*THE PROBLEM*. Output, exactly and in full, the entries that appear below.
START DATA FOR REVIEW
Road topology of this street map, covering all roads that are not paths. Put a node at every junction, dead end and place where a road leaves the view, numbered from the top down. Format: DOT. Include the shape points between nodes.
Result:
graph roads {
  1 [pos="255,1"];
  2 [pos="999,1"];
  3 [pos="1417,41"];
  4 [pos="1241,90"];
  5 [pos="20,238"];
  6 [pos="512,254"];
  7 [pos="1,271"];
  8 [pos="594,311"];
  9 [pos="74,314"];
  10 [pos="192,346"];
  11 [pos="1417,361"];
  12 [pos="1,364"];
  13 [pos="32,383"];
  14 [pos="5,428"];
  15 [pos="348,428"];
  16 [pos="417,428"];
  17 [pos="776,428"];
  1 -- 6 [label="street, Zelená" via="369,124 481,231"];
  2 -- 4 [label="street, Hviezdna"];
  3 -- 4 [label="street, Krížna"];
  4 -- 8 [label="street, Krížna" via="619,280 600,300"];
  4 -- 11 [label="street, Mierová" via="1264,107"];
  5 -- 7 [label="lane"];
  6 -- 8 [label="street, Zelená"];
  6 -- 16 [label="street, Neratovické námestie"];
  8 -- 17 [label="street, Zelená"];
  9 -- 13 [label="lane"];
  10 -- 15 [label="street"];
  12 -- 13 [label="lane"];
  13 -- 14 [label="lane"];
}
END DATA FOR REVIEW
*ANSWER TO THIS PROBLEM*.
Road topology of this street map, covering all roads that are not paths. Put a node at every junction, dead end and place where a road leaves the view, numbered from the top down. Format: DOT. Include the shape points between nodes.
Result:
graph roads {
  1 [pos="255,1"];
  2 [pos="999,1"];
  3 [pos="1417,41"];
  4 [pos="1241,90"];
  5 [pos="20,238"];
  6 [pos="512,254"];
  7 [pos="1,271"];
  8 [pos="594,311"];
  9 [pos="74,314"];
  10 [pos="192,346"];
  11 [pos="1417,361"];
  12 [pos="1,364"];
  13 [pos="32,383"];
  14 [pos="5,428"];
  15 [pos="348,428"];
  16 [pos="417,428"];
  17 [pos="776,428"];
  1 -- 6 [label="street, Zelená" via="369,124 481,231"];
  2 -- 4 [label="street, Hviezdna"];
  3 -- 4 [label="street, Krížna"];
  4 -- 8 [label="street, Krížna" via="619,280 600,300"];
  4 -- 11 [label="street, Mierová" via="1264,107"];
  5 -- 7 [label="lane"];
  6 -- 8 [label="street, Zelená"];
  6 -- 16 [label="street, Neratovické námestie"];
  8 -- 17 [label="street, Zelená"];
  9 -- 13 [label="lane"];
  10 -- 15 [label="street"];
  12 -- 13 [label="lane"];
  13 -- 14 [label="lane"];
}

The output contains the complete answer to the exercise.